## Algolia - CRM-система со встроенным ранжированием поисков пользователей. 

Используется в:
- https://www.highsnobiety.com/en-us/shop/category/footwear/sneakers/
- https://www.kickscrew.com/collections/

Search api reference: https://www.algolia.com/doc/api-reference/api-methods/search

### highsnobiety
Доступные категории:

- category/footwear/sneakers - все кроссовки
- brand/adidas/sneakers - по бренду

### kickscrew
Доступные категории:

- TODO
- TODO
 

In [1]:
# !pip install algoliasearch pandas beautifulsoup4

import os
from typing import Callable

import boto3
import pandas as pd
import requests
from algoliasearch.search_client import SearchClient
from bs4 import BeautifulSoup
from fake_useragent import UserAgent
from tqdm import tqdm

In [29]:
class ParsePipeline:
    def __init__(self, website_name, bucket_name, parser: Callable):
        self.WEBSITE_NAME = website_name
        self.parser = parser
        self.unique_items = set()
        self.bucket_name = bucket_name
        self.s3 = boto3.session.Session().client(service_name="s3", endpoint_url="https://storage.yandexcloud.net")

    @staticmethod
    def get_image_extension(url: str) -> str:
        return "." + url[-5:].split(".")[-1]

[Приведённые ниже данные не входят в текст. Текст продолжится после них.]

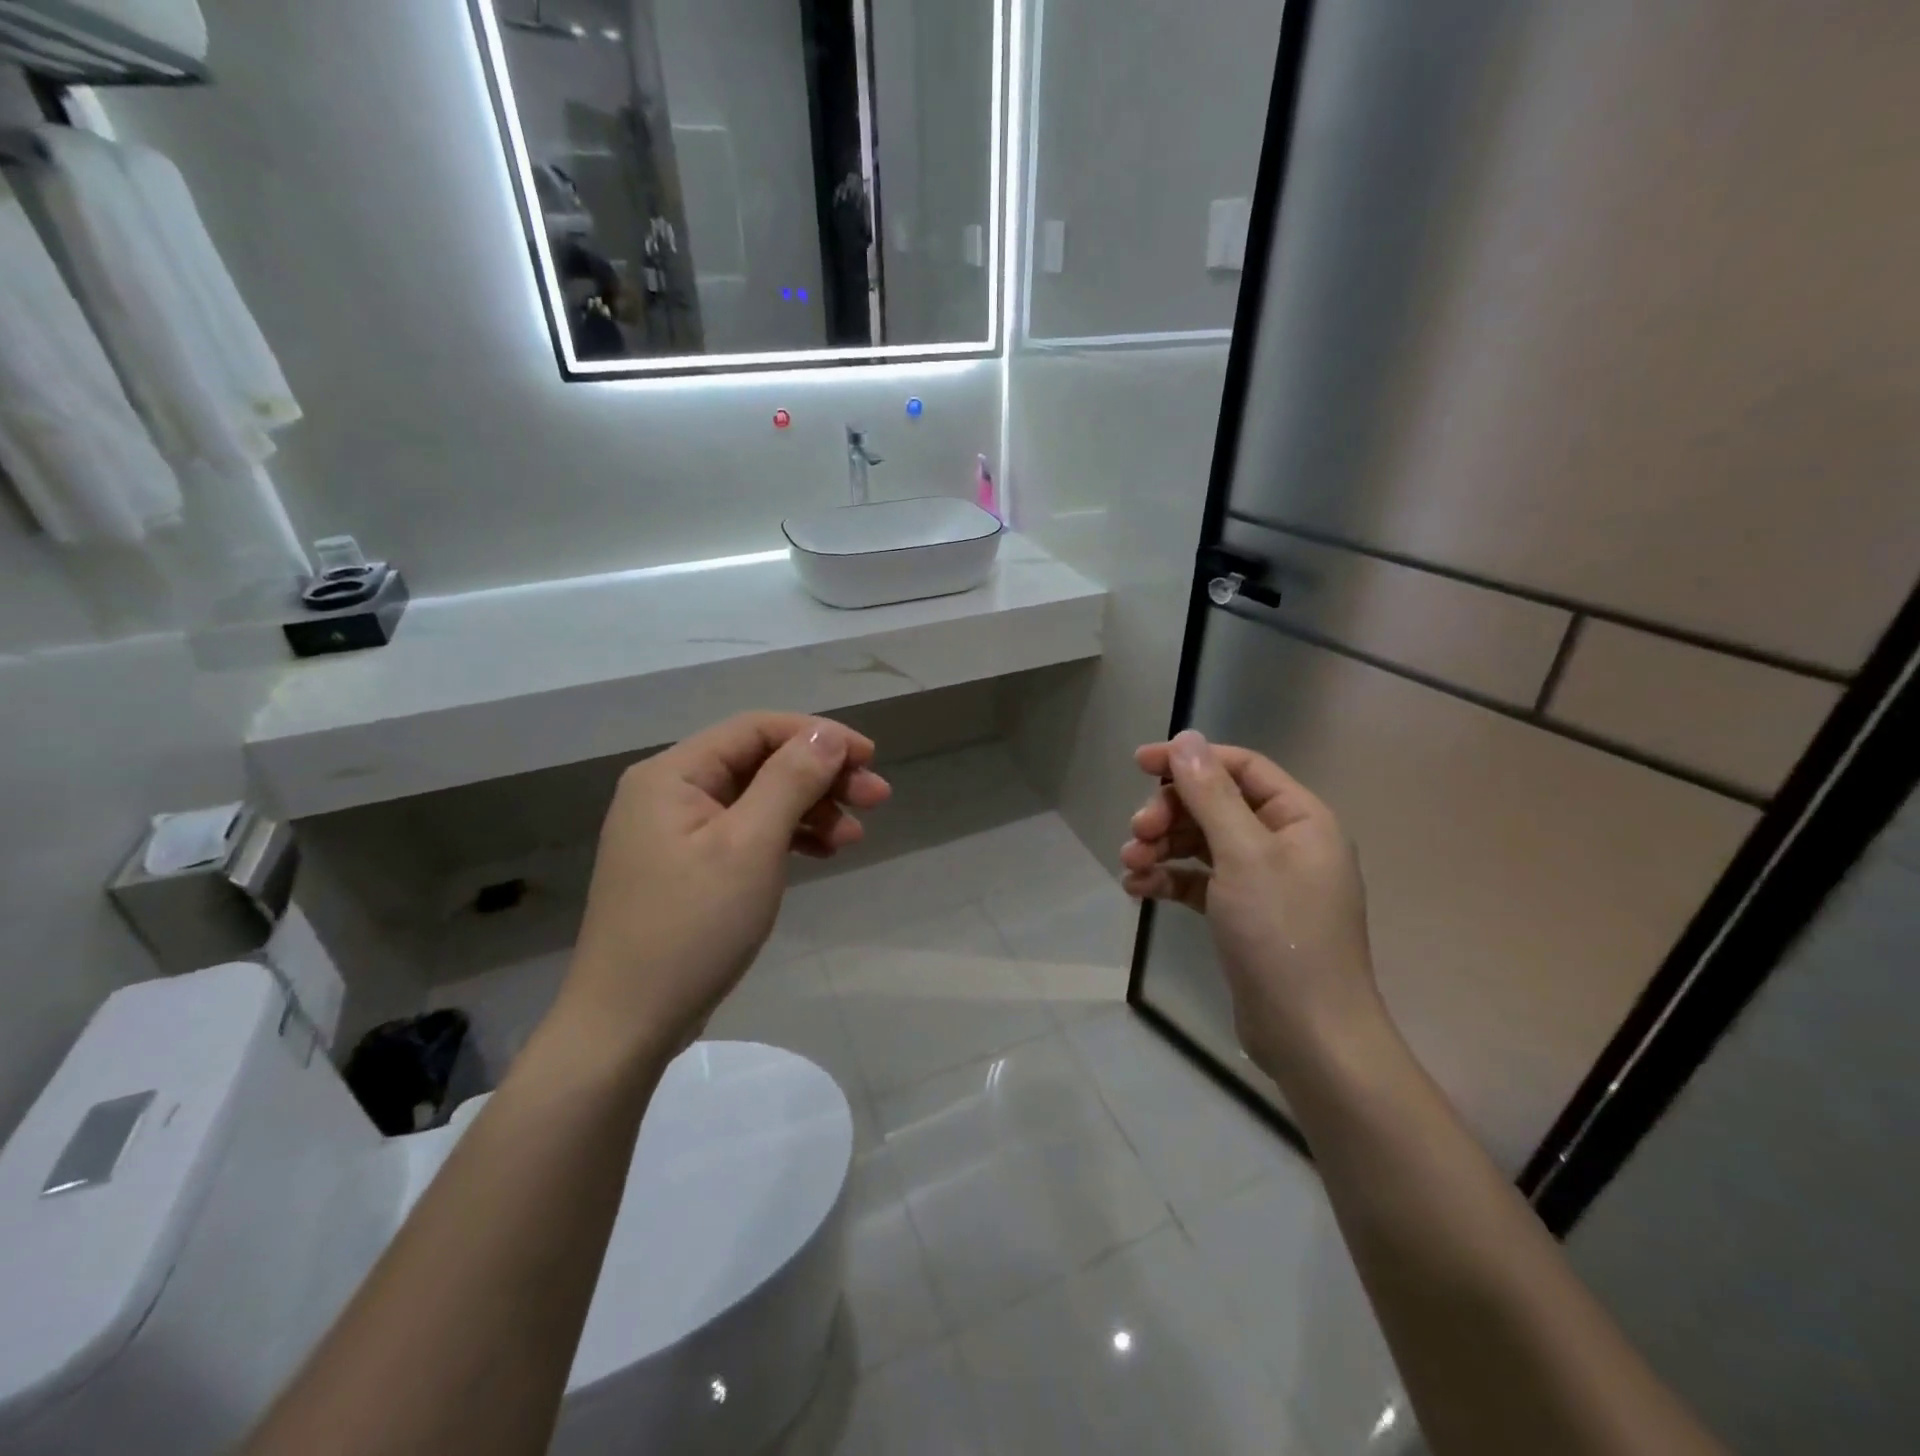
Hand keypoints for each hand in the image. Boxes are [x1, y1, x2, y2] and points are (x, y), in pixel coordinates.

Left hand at [558, 712, 891, 1062]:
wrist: (627, 1024)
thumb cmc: (692, 927)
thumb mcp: (750, 846)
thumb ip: (790, 780)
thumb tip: (826, 734)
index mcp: (673, 774)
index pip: (757, 729)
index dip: (818, 736)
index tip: (870, 758)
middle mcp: (671, 792)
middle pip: (760, 762)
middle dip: (821, 775)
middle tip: (877, 798)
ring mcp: (678, 832)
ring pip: (758, 799)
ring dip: (810, 809)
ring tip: (855, 834)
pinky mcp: (689, 867)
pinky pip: (747, 833)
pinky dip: (787, 837)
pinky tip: (823, 852)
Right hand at [1121, 730, 1382, 1081]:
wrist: (1308, 1034)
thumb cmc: (1281, 933)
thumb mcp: (1243, 855)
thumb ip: (1211, 794)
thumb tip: (1187, 739)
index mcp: (1299, 818)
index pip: (1240, 768)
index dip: (1190, 760)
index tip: (1140, 763)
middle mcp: (1284, 842)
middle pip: (1215, 806)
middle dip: (1170, 814)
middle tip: (1136, 833)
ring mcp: (1262, 881)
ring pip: (1201, 844)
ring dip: (1162, 848)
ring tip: (1129, 866)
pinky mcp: (1241, 914)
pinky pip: (1198, 881)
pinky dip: (1168, 880)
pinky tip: (1137, 890)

    def upload_to_s3(self, brand: str, name: str, image_url: str) -> str:
        img_binary = requests.get(image_url).content
        image_path = os.path.join("data", "raw", self.WEBSITE_NAME, brand, name)
        self.s3.put_object(Bucket=self.bucket_name, Key=image_path, Body=img_binary)
        print(f"uploaded: {image_path}")
        return image_path

    def process_item(self, item: dict) -> dict:
        return self.parser(item)

    def parse(self, filters: str, pages: int = 10, hit_per_page: int = 100) -> list:
        full_metadata = []
        for page in range(1, pages):
            resp = index.search("", {"filters": filters, "page": page, "hitsPerPage": hit_per_page})
            print(f'processing page {page} with {len(resp["hits"])} items')
            for hit in resp["hits"]:
                print(f'Processing brand: {hit.get("displayBrand") or hit.get("brand")}')
                metadata = self.process_item(hit)
                if metadata["url"] in self.unique_items:
                    print(metadata["title"], "is already parsed")
                    continue

                full_metadata.append(metadata)
                self.unique_items.add(metadata["title"])
        print(f"finished parse with {len(full_metadata)} items")
        return full_metadata

    def parse_more_images(self, metadata: dict, parsemore_func):
        if metadata.get("right-side-img") is not None:
            print(f"skipped {metadata['slug']}")
            return

        print(f"processing {metadata['slug']}")
        r = requests.get(metadata["url"], headers={"User-Agent": UserAgent().random})
        try:
            r.raise_for_status()
        except Exception as e:
            print(f"could not request page {metadata['url']} - {e}")
            return

        soup = BeautifulSoup(r.text, "html.parser")
        parsemore_func(self, soup, metadata)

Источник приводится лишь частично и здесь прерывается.